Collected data

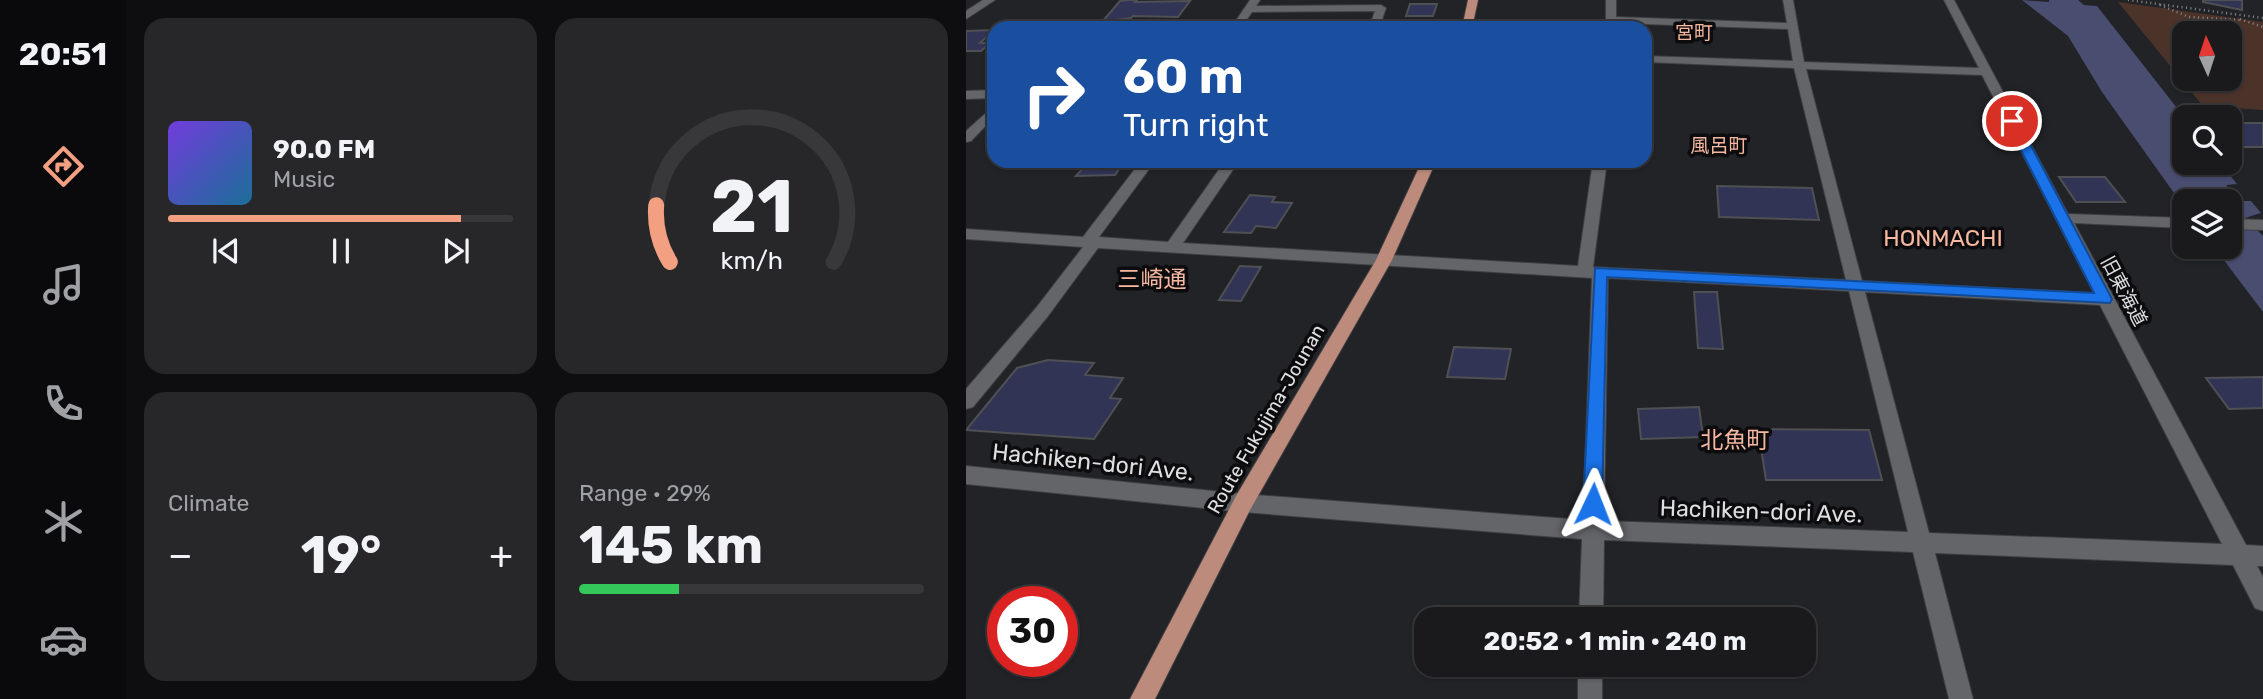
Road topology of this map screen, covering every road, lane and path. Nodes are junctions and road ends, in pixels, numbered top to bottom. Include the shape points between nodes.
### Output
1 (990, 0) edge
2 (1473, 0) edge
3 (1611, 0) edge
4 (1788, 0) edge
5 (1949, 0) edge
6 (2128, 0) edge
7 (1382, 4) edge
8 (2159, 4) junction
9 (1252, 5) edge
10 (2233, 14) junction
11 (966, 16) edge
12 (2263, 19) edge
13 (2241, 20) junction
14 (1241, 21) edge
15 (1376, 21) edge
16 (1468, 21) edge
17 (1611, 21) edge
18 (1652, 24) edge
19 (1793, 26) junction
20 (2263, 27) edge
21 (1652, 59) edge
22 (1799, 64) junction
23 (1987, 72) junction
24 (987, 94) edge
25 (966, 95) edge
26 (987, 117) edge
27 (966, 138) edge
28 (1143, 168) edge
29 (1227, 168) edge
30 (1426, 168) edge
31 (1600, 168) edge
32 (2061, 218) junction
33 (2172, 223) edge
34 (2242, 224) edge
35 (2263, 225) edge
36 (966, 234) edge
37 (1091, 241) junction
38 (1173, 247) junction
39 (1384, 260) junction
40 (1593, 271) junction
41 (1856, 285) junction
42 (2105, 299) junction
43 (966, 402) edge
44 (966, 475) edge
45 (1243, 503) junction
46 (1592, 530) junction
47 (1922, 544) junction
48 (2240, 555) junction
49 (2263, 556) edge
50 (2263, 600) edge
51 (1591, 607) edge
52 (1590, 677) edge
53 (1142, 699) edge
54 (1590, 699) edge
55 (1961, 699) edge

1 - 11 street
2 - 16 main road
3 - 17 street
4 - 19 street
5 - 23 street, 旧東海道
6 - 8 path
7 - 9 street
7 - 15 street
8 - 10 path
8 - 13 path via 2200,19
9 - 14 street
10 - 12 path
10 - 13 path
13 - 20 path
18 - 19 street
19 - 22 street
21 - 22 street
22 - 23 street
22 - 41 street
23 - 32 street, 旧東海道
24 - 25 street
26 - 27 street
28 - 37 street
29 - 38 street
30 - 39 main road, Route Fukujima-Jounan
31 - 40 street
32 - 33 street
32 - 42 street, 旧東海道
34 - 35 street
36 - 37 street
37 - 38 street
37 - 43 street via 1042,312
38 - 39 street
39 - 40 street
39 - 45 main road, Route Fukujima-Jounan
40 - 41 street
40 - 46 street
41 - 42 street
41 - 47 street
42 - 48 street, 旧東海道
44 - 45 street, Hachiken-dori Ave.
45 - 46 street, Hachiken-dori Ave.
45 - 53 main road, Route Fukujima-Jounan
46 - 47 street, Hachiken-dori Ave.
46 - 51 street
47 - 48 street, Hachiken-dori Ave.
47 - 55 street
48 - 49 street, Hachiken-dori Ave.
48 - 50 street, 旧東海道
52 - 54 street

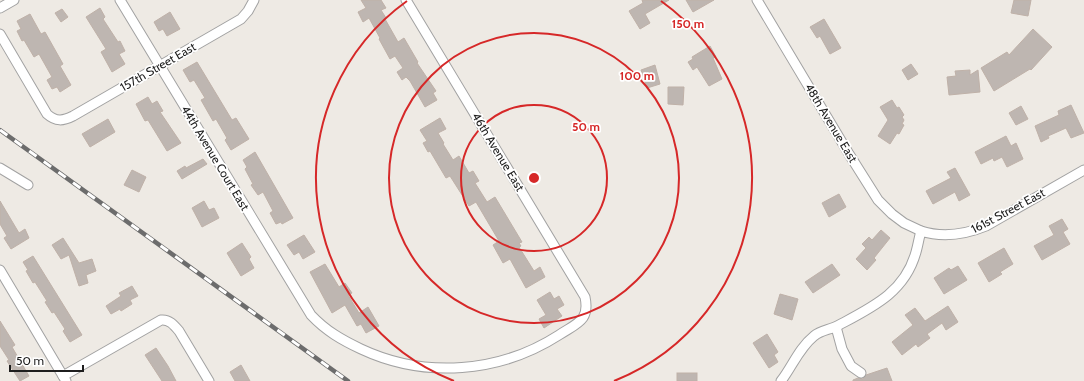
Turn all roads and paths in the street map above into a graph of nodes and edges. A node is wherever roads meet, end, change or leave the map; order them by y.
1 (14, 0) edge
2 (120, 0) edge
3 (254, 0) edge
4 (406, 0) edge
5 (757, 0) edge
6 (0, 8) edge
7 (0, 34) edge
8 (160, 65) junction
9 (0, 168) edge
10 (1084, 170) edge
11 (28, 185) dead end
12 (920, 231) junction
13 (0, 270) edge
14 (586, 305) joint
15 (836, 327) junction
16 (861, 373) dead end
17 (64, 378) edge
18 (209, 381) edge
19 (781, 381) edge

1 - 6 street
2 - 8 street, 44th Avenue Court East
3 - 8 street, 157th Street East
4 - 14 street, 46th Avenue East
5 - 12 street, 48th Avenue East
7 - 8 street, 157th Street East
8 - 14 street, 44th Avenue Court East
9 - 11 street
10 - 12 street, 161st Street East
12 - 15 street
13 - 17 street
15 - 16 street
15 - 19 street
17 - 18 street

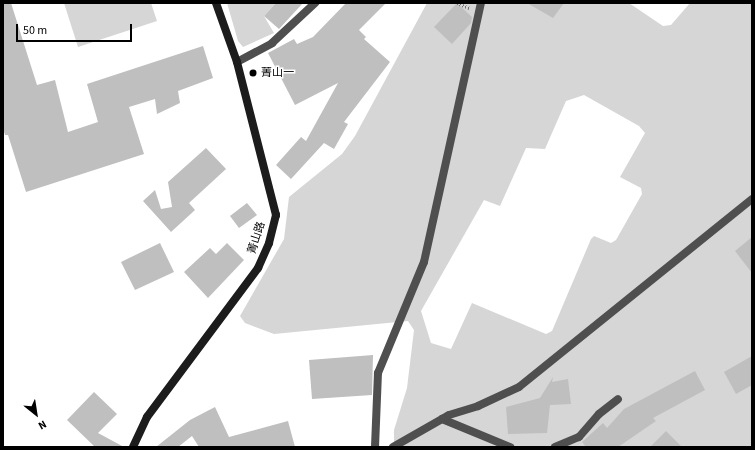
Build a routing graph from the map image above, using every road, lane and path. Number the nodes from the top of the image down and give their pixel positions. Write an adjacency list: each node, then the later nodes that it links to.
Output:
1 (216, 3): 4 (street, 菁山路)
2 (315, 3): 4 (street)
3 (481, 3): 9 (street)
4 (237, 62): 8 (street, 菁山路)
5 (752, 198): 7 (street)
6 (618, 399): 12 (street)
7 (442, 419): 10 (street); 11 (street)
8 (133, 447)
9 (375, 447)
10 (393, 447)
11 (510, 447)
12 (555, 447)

---

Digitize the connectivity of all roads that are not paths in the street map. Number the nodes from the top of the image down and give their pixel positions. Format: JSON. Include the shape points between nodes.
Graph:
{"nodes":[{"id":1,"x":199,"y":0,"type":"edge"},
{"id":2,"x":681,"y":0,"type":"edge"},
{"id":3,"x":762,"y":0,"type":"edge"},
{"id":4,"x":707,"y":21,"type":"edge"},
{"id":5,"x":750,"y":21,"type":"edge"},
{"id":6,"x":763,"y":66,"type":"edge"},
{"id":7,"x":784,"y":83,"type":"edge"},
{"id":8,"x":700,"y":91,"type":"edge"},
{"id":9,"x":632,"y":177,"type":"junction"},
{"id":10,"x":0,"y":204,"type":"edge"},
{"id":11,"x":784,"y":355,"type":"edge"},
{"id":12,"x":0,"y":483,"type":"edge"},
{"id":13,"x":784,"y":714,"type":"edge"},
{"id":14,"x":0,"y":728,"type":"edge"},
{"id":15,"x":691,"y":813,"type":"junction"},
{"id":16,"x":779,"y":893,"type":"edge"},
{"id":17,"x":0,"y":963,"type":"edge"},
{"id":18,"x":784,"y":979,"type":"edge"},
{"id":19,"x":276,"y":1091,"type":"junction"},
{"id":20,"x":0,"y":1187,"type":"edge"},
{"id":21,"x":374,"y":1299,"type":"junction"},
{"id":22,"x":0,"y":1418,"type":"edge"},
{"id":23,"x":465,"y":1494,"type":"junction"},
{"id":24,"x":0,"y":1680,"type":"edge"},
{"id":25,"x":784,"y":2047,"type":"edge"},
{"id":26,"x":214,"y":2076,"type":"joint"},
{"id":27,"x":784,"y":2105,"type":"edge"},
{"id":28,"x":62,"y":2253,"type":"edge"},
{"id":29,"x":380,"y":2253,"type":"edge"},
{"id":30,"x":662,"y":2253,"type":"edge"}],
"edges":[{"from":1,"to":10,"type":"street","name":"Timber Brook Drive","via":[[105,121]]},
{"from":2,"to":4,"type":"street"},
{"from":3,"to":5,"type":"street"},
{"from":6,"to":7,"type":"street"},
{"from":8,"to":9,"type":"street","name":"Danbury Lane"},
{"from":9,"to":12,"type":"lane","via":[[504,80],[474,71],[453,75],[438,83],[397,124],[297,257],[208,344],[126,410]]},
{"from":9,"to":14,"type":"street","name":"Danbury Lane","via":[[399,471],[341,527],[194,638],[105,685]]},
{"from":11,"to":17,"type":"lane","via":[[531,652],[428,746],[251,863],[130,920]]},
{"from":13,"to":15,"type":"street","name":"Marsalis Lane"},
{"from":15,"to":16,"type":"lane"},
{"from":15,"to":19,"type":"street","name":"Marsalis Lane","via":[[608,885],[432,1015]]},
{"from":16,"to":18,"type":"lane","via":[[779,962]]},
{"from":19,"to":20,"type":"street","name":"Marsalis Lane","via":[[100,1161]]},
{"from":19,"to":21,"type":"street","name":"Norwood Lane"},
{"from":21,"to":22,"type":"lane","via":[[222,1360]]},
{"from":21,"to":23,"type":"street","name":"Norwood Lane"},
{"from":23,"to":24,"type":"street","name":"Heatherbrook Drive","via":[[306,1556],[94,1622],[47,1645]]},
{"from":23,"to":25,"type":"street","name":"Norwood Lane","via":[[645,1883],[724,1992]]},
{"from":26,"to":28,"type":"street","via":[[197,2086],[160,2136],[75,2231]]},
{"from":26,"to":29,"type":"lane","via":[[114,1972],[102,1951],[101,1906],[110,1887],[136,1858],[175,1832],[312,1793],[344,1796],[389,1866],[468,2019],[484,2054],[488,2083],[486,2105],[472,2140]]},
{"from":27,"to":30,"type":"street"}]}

_Activity:_
Check each line above for the word "joint" and copy every line that has it.

_Solution to this exercise:_
14 (586, 305) joint
{"id":26,"x":214,"y":2076,"type":"joint"},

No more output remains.